Design and development[edit]

Secondary gliders were meant to be used by student pilots after an introduction to flight in primary gliders like Lippisch's Zögling. His first secondary glider, the 1926 RRG Prüfling, was disappointing, with a performance not much better than some contemporary primaries; lacking inherent stability its handling was not good either. After that design Lippisch had been working on aircraft which relied on wing sweep to provide stability in pitch, having no horizontal tail. The wing of the Storch IV was swept at about 17° and carried lobate ailerons which extended behind the rest of the trailing edge and were hinged at right angles to the fuselage line. He decided that his ideal secondary glider should use a similar wing but also have a conventional tail which enabled him to dispense with the wing tip fins and rudders of the Storch and to reduce the wing sweep to about 12°.[1]

The inner part of the Falke's wing had constant chord but it became a little narrower outboard where the trailing edge sweep decreased. The ailerons increased the chord again to about its inboard value. It was a two spar structure with plywood covering from the forward spar around the leading edge, forming a D-shaped torsion box. Aft the wing, including the ailerons, was fabric covered. It was mounted high over the fuselage on two vertical underwing cabane struts, one on each side of the open cockpit to the forward wing strut and by a ply covered, triangualar support pylon centrally behind it. On each side a V-pair of lift struts braced the two wing spars, at about 40% of the span, to the lower fuselage longeron.[1]

The Falke's fuselage had a hexagonal cross section with deep vertical sides and was ply covered from the nose to the rear of the cockpit. On the underside this covering extended aft to the tail where the fuselage sides were again ply covered. The similarly covered fin, with an almost vertical leading edge was topped by the rudder's ply covered aerodynamic balance forward of the hinge. The rest of the rudder was fabric covered apart from its tip. The broad tailplane, mounted on top of the fuselage ahead of the fin to which it was braced with single strut on each side, had straight swept leading edges and square tips and carried elevators that were rectangular apart for a cut-out for rudder movement. The horizontal tail was fabric covered except at its leading edge. The glider landed on a long, rubber sprung skid reaching from the nose to well behind the cockpit, assisted by a faired tailskid.[1]
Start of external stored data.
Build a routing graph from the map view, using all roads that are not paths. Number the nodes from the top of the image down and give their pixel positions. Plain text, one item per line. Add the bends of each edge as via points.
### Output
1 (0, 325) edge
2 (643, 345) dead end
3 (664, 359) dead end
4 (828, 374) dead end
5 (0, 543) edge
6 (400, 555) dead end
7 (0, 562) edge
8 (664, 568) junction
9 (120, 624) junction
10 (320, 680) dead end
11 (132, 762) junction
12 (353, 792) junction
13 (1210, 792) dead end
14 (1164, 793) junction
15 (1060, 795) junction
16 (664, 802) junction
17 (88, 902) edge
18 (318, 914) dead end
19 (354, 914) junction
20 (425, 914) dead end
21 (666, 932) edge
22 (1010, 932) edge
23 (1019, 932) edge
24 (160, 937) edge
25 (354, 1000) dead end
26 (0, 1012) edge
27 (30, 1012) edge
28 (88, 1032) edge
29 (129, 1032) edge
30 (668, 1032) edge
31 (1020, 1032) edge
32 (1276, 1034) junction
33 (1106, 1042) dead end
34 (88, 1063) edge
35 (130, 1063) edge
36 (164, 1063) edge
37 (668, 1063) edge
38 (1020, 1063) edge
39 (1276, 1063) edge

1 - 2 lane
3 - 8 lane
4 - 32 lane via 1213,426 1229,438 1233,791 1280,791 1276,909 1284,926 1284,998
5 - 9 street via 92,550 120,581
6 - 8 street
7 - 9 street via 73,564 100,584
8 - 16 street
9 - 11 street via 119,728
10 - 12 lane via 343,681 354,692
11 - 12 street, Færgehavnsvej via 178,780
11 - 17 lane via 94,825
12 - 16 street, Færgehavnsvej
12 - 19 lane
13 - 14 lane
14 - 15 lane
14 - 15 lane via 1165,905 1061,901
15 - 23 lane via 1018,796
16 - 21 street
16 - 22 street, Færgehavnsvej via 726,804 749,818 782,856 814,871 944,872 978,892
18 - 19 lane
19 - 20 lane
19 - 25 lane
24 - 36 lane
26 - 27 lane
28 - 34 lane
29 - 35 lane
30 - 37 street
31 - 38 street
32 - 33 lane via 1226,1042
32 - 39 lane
The Falke first flew in 1930 and was sold through plans for construction by clubs and commercial manufacturers. RRG sold twelve quite quickly to the Wasserkuppe club. Alexander Schleicher and Edmund Schneider produced them in Germany and Slingsby built nine in England as the Slingsby Falcon before designing, in 1935, a two seat version, the Slingsby Falcon III. This had a span of 17.69 m (58 ft 0.5 in)[1] One Slingsby Falcon I was converted into a flying boat glider in 1941.[2]

In 1931 the Falke RVa appeared, with an increased span and revised cabane struts. The later Super Falke had a yet larger span but by then the design was seriously outdated.[1]


original aircraft, built in 1930.
Falke RVa
increased span and revised cabane struts, built in 1931.
Super Falke
RRG Super Falke photo from L'Aerophile July 1932
16.88 m (55 ft 4.6 in) span.
Slingsby Falcon
licence built in the UK from 1931. Remained on sale until 1939.[2]
Slingsby Falcon II
rounded tips, simplified rigging and all-ply skin. One only,1935.
Slingsby Falcon III
two seat version, flown 1935. Remained on sale until 1939.[2]

Specifications (Falke)[edit]

Data from Sailplanes 1920-1945 (2006)[1]

General characteristics

  • Capacity: One
  • Length: 5.255 m (17 ft 3 in)
  • Wingspan: 12.60 m (41 ft 4 in)
  • Wing area: 18.12 m2 (195.0 sq ft)
  • Aspect ratio: 8.76
  • Empty weight: 165 kg (364 lb)
  • Gross weight: 255 kg (562 lb)


  • Wing loading: 14 kg/m2 (2.9 lb/sq ft)


  1. ^ a b c d e f Simons, Martin (2006). Sailplanes 1920-1945 (2nd revised ed.). Königswinter: EQIP Werbung & Verlag GmbH. pp. 50–52, 55–57. ISBN 3-9806773-4-6. 
  2. ^ a b c Ellison, Norman (1971). British Gliders and Sailplanes. London: A & C Black Ltd. pp. 172, 174. ISBN 0-7136-1189-8.